◆ Exercise ◆
If a line in the records contains the string "order", show that line.

◆ Material provided ◆
==================================================

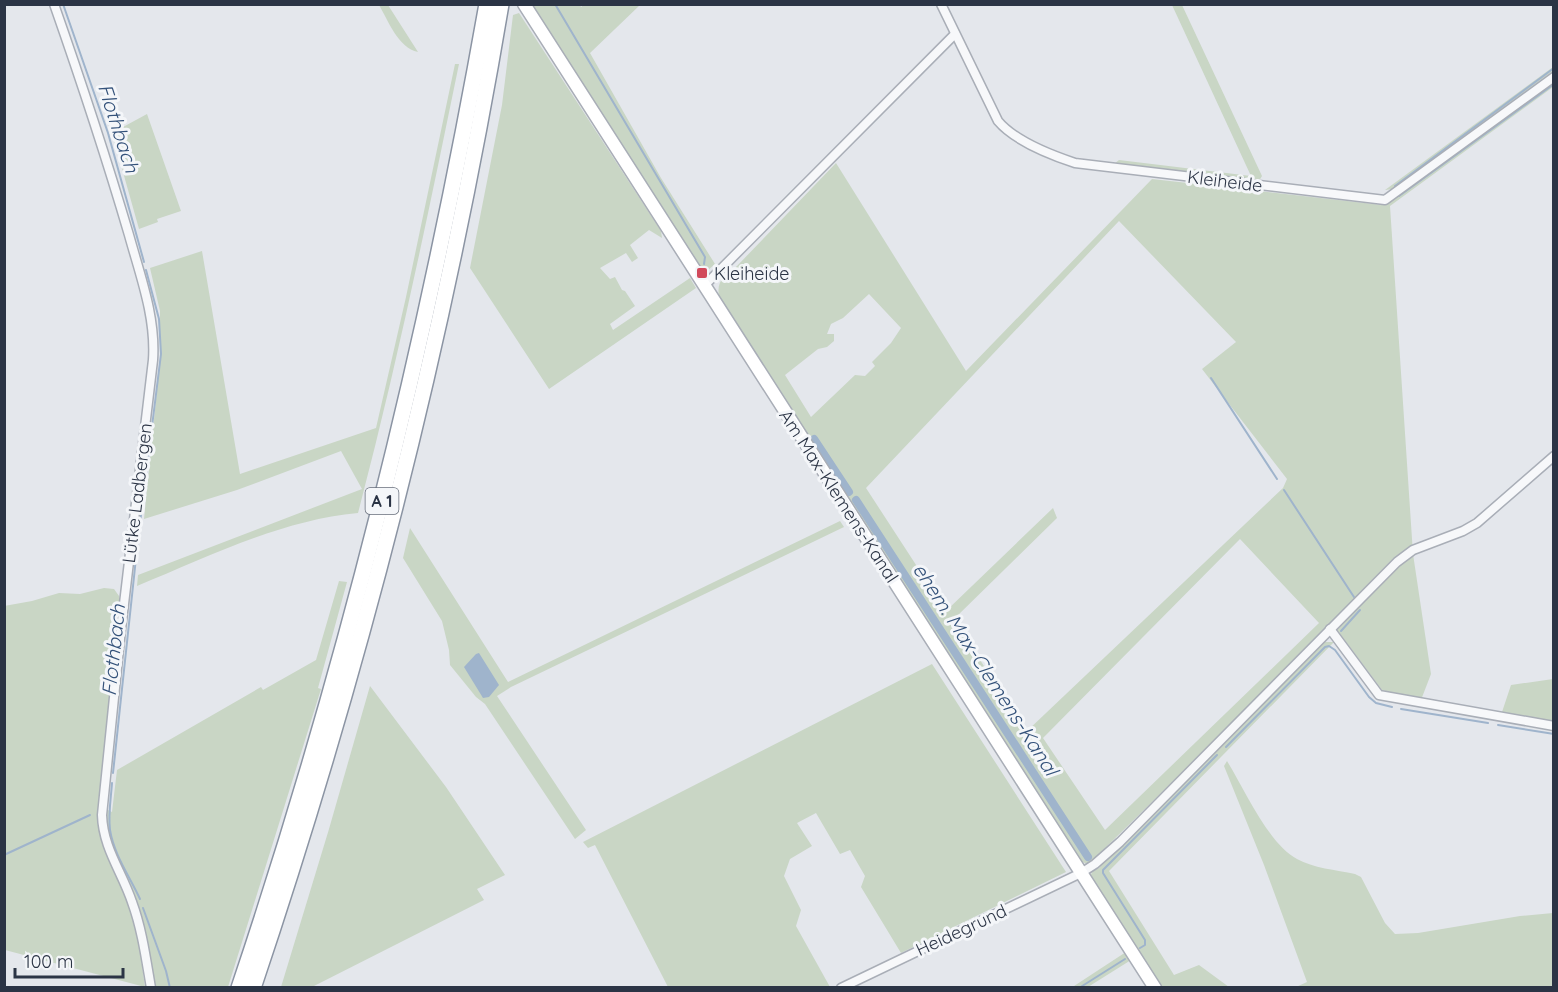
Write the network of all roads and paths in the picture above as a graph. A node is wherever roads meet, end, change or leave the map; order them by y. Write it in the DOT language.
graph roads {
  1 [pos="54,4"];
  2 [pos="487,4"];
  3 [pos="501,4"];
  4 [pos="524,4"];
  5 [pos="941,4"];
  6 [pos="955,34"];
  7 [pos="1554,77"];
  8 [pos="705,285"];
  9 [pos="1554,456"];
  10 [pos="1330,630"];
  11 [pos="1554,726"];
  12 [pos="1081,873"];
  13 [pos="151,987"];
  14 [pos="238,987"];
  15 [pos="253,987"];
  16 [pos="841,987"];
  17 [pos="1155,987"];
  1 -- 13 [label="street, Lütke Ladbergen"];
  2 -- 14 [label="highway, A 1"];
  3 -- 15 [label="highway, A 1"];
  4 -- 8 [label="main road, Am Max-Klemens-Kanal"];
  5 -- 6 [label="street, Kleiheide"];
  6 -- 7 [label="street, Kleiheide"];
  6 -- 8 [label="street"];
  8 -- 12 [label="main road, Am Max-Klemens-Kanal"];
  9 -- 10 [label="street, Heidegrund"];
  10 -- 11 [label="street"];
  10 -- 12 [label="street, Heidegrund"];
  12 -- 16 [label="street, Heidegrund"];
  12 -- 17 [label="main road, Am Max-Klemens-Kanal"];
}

==================================================

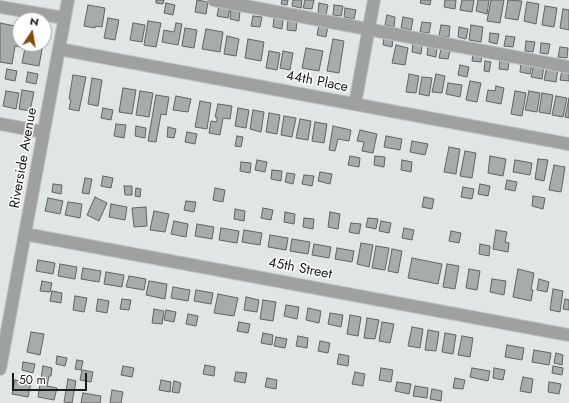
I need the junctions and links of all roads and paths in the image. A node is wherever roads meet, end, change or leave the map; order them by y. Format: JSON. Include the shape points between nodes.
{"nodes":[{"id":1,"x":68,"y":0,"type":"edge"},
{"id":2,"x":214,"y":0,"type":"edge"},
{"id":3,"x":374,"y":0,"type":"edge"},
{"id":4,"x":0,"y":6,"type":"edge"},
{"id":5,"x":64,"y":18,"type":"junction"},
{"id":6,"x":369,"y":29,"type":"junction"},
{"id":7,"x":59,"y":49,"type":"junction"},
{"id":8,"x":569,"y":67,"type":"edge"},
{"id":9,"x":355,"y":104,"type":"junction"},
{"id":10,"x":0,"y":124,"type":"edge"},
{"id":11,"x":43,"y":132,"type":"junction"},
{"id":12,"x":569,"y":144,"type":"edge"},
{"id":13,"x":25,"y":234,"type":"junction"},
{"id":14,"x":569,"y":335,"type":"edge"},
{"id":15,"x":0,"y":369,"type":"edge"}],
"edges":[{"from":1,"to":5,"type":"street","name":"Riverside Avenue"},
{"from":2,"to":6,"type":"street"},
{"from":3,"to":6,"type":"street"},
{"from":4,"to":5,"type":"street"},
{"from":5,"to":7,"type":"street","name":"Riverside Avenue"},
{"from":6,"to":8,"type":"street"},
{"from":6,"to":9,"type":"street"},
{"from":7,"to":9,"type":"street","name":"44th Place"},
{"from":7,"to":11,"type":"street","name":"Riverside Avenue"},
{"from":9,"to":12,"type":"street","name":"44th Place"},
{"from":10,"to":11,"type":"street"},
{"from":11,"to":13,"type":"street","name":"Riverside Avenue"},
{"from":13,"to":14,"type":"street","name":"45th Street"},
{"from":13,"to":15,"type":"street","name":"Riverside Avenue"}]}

==================================================

◆ Result for this exercise ◆
Write the network of all roads and paths in the picture above as a graph. A node is wherever roads meet, end, change or leave the map; order them by y. Write it in the DOT language.
I need the junctions and links of all roads and paths in the image. A node is wherever roads meet, end, change or leave the map; order them by y. Format: JSON. Include the shape points between nodes.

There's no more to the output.